Disney’s song and dance about a black princess croaks

A film review from the "L.A. Weekly", that I heartily agree with.
Boycott this film.

Frog of the South-



By Scott Foundas
Published on November 24, 2009 at 7:02pm



Six decades after unleashing persistent NAACP bugaboo Song of the South (1946), and two after firmly suppressing it, that peculiar cultural institution known as the Walt Disney Company has made a symbolic reparation by creating its first African-American princess — and plunking her down in the middle of Jim Crow–era Louisiana! A patronizing fantasia of plantation life in post–Civil War Georgia, Song could at least be understood — if hardly excused — as a product of its time (18 years before the passage of the Civil Rights Act). But is Disney’s latest, The Princess and the Frog, the Obama-era fairy tale that anyone other than the “birther” crowd has been waiting for?



Just when exactly Princess is supposed to be taking place is never made explicit, save for a brief prologue set in the fall of 1912 (identified by a fleetingly glimpsed newspaper headline announcing the election of segregationist President Woodrow Wilson). It’s there that we first meet Tiana, the daughter of a New Orleans seamstress (voiced by Oprah Winfrey) and laborer father (Terrence Howard), as she plays at the very big house of her very white, very blonde, and very rich BFF, Charlotte. The movie then flashes forward to the Jazz Age ’20s — but is it before or after the Mississippi River flood of 1927 that burst Louisiana’s infamous levees and stranded hundreds of thousands of blacks in refugee camps? Now an enterprising young woman, Tiana (Anika Noni Rose) works double shifts as a waitress, trying to scrape together enough cash to make good on her late father’s dream of opening a swank restaurant. Whatever the year, we are firmly in the grips of “separate but equal” — a reality the movie, like last year’s Benjamin Button, barely even acknowledges.



Like many a storybook maiden before her, Tiana wishes upon a star for a handsome prince to ferry her off to some magic kingdom — or at least help her to make a down payment. He then seems to appear in the form of the visiting Prince Naveen of Maldonia (Bruno Campos), a mocha-skinned dreamboat of indeterminate ethnicity (convenient, given the antimiscegenation laws on the books at the time) who, alas, has his sights set on Charlotte.
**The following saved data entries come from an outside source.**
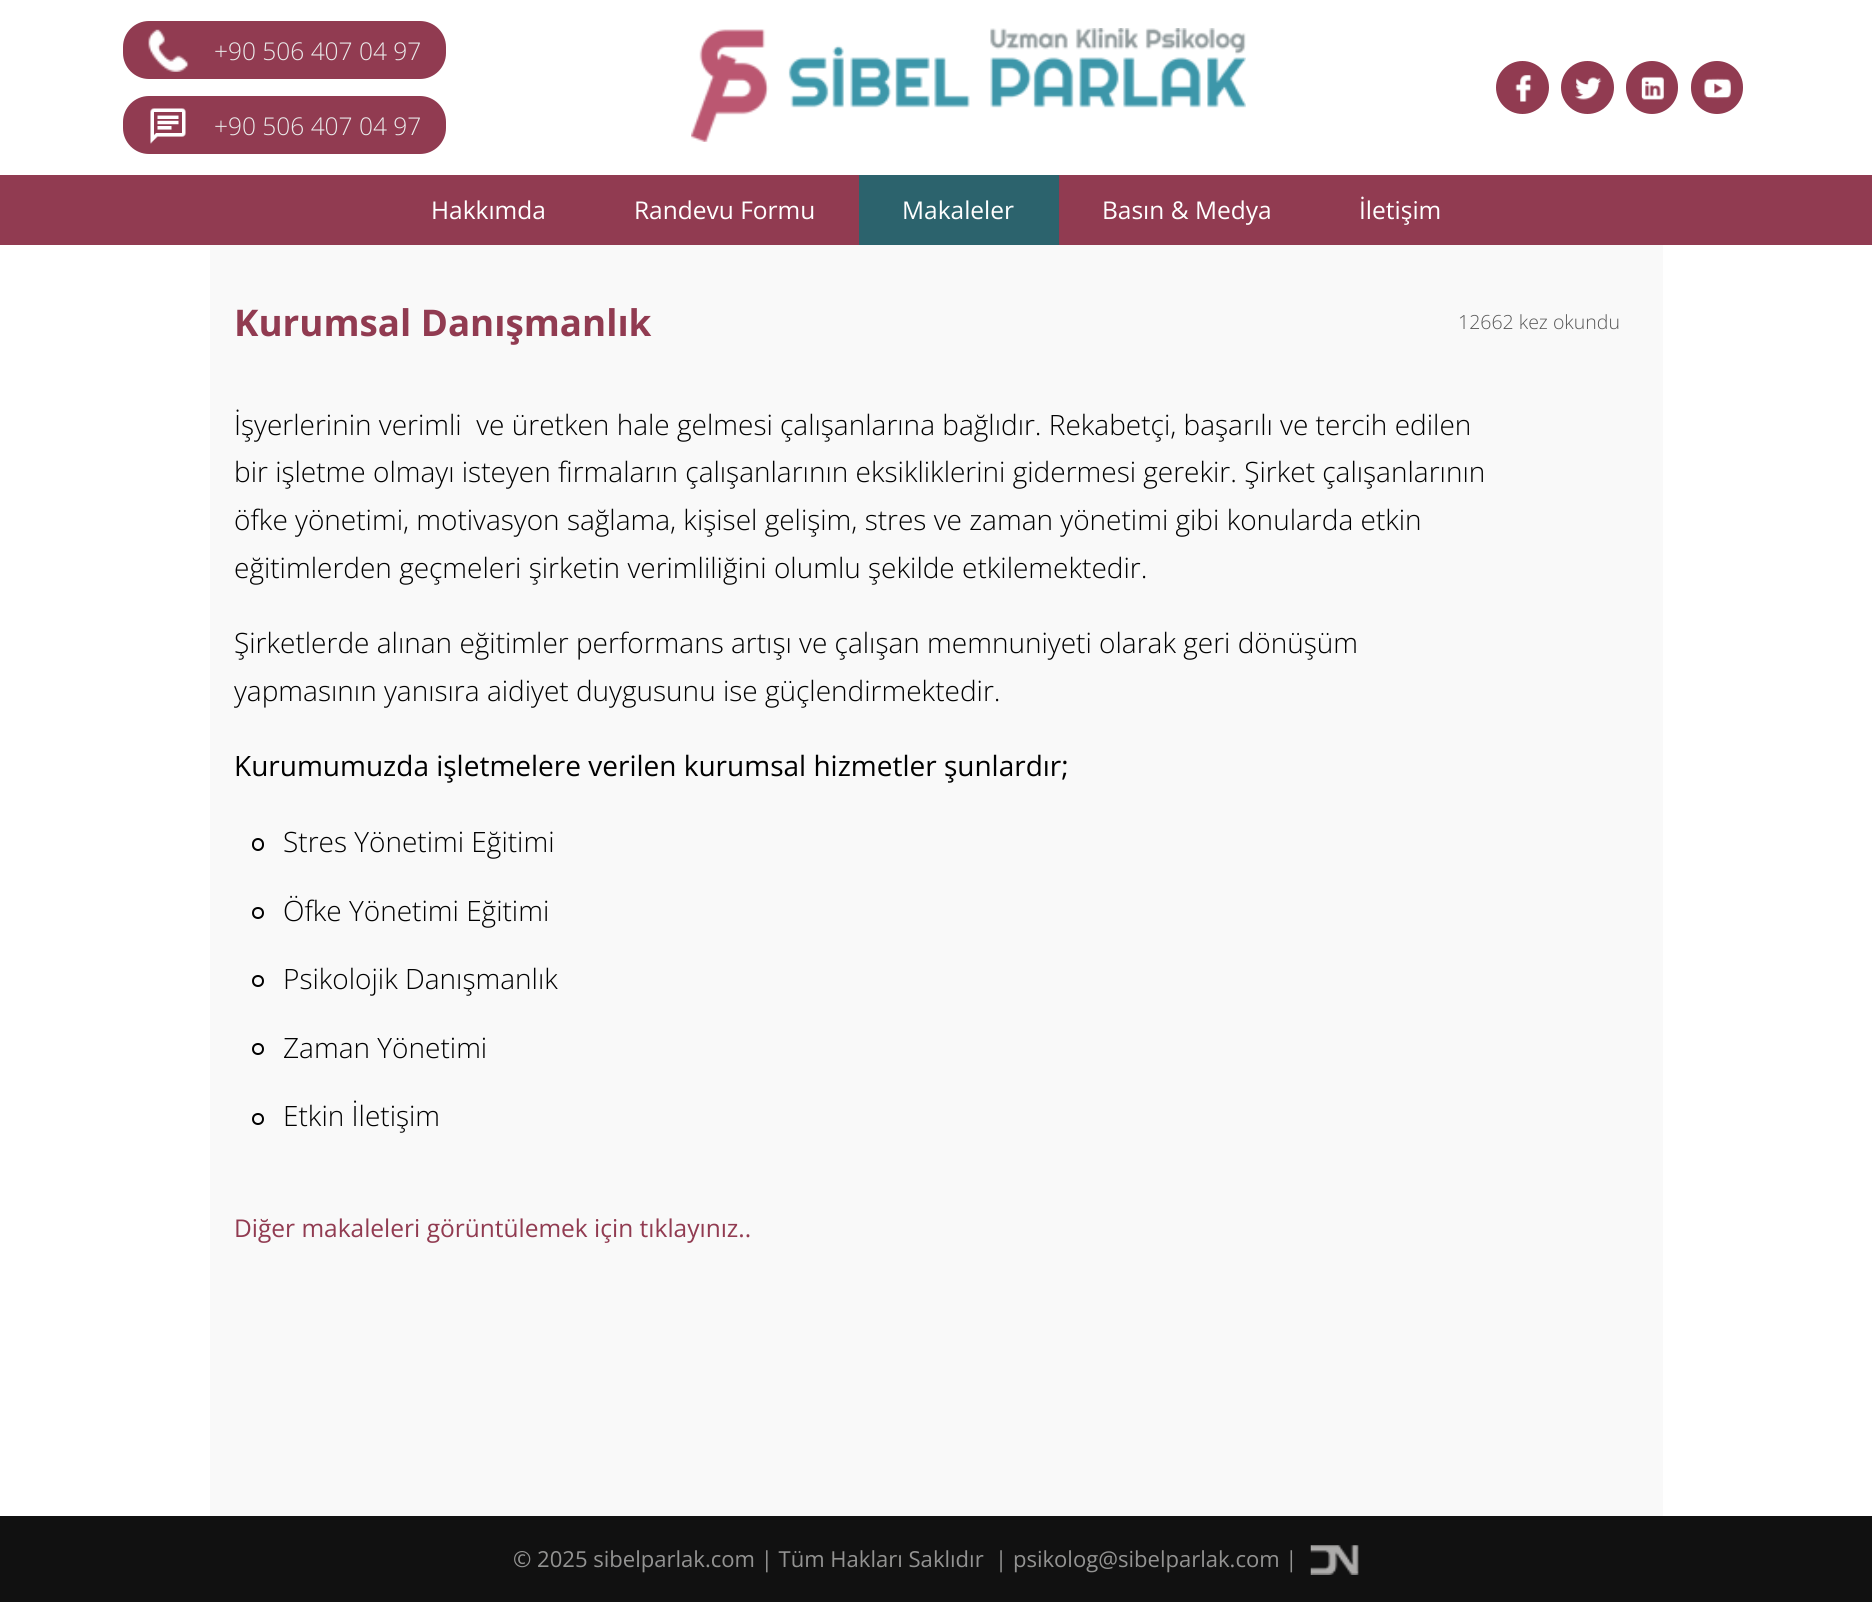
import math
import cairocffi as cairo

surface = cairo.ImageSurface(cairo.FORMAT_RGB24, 1872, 1602)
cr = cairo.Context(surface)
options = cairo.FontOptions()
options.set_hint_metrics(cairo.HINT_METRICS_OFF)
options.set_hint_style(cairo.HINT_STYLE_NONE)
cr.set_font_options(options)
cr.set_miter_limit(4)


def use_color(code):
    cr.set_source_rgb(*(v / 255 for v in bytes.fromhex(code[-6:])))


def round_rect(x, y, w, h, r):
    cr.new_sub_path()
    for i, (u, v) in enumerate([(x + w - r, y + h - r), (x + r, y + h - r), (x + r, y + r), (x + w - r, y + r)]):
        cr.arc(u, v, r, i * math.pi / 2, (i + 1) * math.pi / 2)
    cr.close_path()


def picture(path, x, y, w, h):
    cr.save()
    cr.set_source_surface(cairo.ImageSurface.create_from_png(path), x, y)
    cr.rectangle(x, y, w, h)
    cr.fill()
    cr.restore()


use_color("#ffffff")
cr.paint()
use_color("#913b51")
round_rect(123, 21, 323, 58, 26)
cr.fill()
picture("img1.png", 148, 29, 41, 43)
cr.select_font_face("Open Sans Light")
cr.set_font_size(24.5)
use_color("#eaeaea")
cr.move_to(214, 60)
cr.show_text("+90 506 407 04 97")
use_color("#913b51")
round_rect(123, 96, 323, 58, 26)
cr.fill()
picture("img2.png", 150, 108, 36, 36)
use_color("#eaeaea")
cr.move_to(214, 135)
cr.show_text("+90 506 407 04 97")
picture("img3.png", 691, 28, 555, 114)
use_color("#913b51")
cr.arc(1522.5, 87.5, 26.5, 0, 2 * math.pi)
cr.fill()
picture("img4.png", 1515, 75, 17, 27)
cr.arc(1587.5, 87.5, 26.5, 0, 2 * math.pi)
cr.fill()
picture("img5.png", 1575, 77, 27, 23)
round_rect(1626, 61, 52, 53, 26)
cr.fill()
picture("img6.png", 1641, 76, 23, 24)
round_rect(1691, 61, 52, 53, 26)
cr.fill()
picture("img7.png", 1704, 78, 27, 21)
cr.rectangle(0, 175, 1872, 70)
cr.fill()
cr.select_font_face("Open Sans")
use_color("#ffffff")
cr.move_to(431, 219)
cr.show_text("Hakkımda")
cr.move_to(634, 219)
cr.show_text("Randevu Formu")
use_color("#2c636d")
cr.rectangle(859, 175, 200, 70)
cr.fill()
use_color("#ffffff")
cr.move_to(902, 219)
cr.show_text("Makaleler")
cr.move_to(1102, 219)
cr.show_text("Basın & Medya")
cr.move_to(1359, 219)
cr.show_text("İletişim")
use_color("#f9f9f9")
cr.rectangle(210, 245, 1453, 1271)
cr.fill()
cr.select_font_face("Open Sans", cairo.FONT_SLANT_NORMAL, cairo.FONT_WEIGHT_BOLD)
cr.set_font_size(36.75)
use_color("#913b51")
cr.move_to(234, 336)
cr.show_text("Kurumsal Danışmanlık")
cr.select_font_face("Open Sans Light")
cr.set_font_size(19.5)
use_color("#575757")
cr.move_to(1458, 329)
cr.show_text("12662 kez okundu")
cr.set_font_size(28)
use_color("#000000")
cr.move_to(234, 435)
cr.show_text("İşyerlerinin verimli  ve üretken hale gelmesi çalışanlarına bağlıdır. Rekabetçi, başarılı ve tercih edilen")
cr.move_to(234, 482)
cr.show_text("bir işletme olmayı isteyen firmaların çalışanlarının eksikliklerini gidermesi gerekir. Şirket çalışanlarının")
cr.move_to(234, 530)
cr.show_text("öfke yönetimi, motivasyon sağlama, kişisel gelişim, stres ve zaman yönetimi gibi konularda etkin")
cr.move_to(234, 578)
cr.show_text("eğitimlerden geçmeleri şirketin verimliliğini olumlu şekilde etkilemektedir.")
cr.move_to(234, 653)
cr.show_text("Şirketlerde alınan eğitimler performans artışı ve çalışan memnuniyeti olarak geri dönüşüm")
cr.move_to(234, 701)
cr.show_text("yapmasının yanısıra aidiyet duygusunu ise güçlendirmektedir.")
cr.select_font_face("Open Sans")
cr.move_to(234, 776)
cr.show_text("Kurumumuzda işletmelere verilen kurumsal hizmetler şunlardır;")
round_rect(253, 839, 10, 11, 5)
cr.stroke()
cr.select_font_face("Open Sans Light")
cr.move_to(283, 852)
cr.show_text("Stres Yönetimi Eğitimi")
cr.new_path()
cr.arc(258, 913, 5, 0, 2 * math.pi)
cr.stroke()
cr.move_to(283, 921)
cr.show_text("Öfke Yönetimi Eğitimi")
cr.new_path()
cr.arc(258, 981, 5, 0, 2 * math.pi)
cr.stroke()
cr.move_to(283, 989)
cr.show_text("Psikolojik Danışmanlık")
cr.new_path()
cr.arc(258, 1049, 5, 0, 2 * math.pi)
cr.stroke()
cr.move_to(283, 1058)
cr.show_text("Zaman Yönetimi")
cr.new_path()
cr.arc(258, 1119, 5, 0, 2 * math.pi)
cr.stroke()
cr.move_to(283, 1126)
cr.show_text("Etkin İletişim")
cr.select_font_face("Open Sans")
cr.set_font_size(24.5)
use_color("#913b51")
cr.move_to(234, 1237)
cr.show_text("Diğer makaleleri görüntülemek için tıklayınız..")
use_color("#111111")
cr.rectangle(0, 1516, 1872, 86)
cr.fill()
cr.set_font_size(22.05)
use_color("#939392")
cr.move_to(513, 1567)
cr.show_text("© 2025 sibelparlak.com | Tüm Hakları Saklıdır  | psikolog@sibelparlak.com |")
picture("img8.png", 1310, 1545, 49, 30)
surface.write_to_png("result.png")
Before he can say “I do,” however, Naveen finds himself transformed into the titular amphibian by a back-alley voodoo priest (Keith David). And when he subsequently convinces Tiana to kiss him as a way of reversing the spell, instead she turns all ribbity, too.




They say it ain’t easy bein’ green, but it’s certainly a hell of a lot easier than being black. So writer-directors Ron Clements and John Musker (whose 1992 Aladdin proffered a sinister, ear-cutting Middle East) send newly anthropomorphic Tiana and Naveen hopping off into the bayou rather than continuing to dodge ol’ Jim Crow on the streets of the Big Easy. There, Princess’ rampant ahistoricism gives way to a veritable Mardi Gras parade of risible stereotypes: an Acadian firefly with the most exaggerated Cajun dialect this side of celebrity chef Justin Wilson, I gua-ran-tee; a 197-year-old voodoo priestess named Mama Odie; and, lest no Deep South caricature remain unturned, a trio of toothless hillbillies.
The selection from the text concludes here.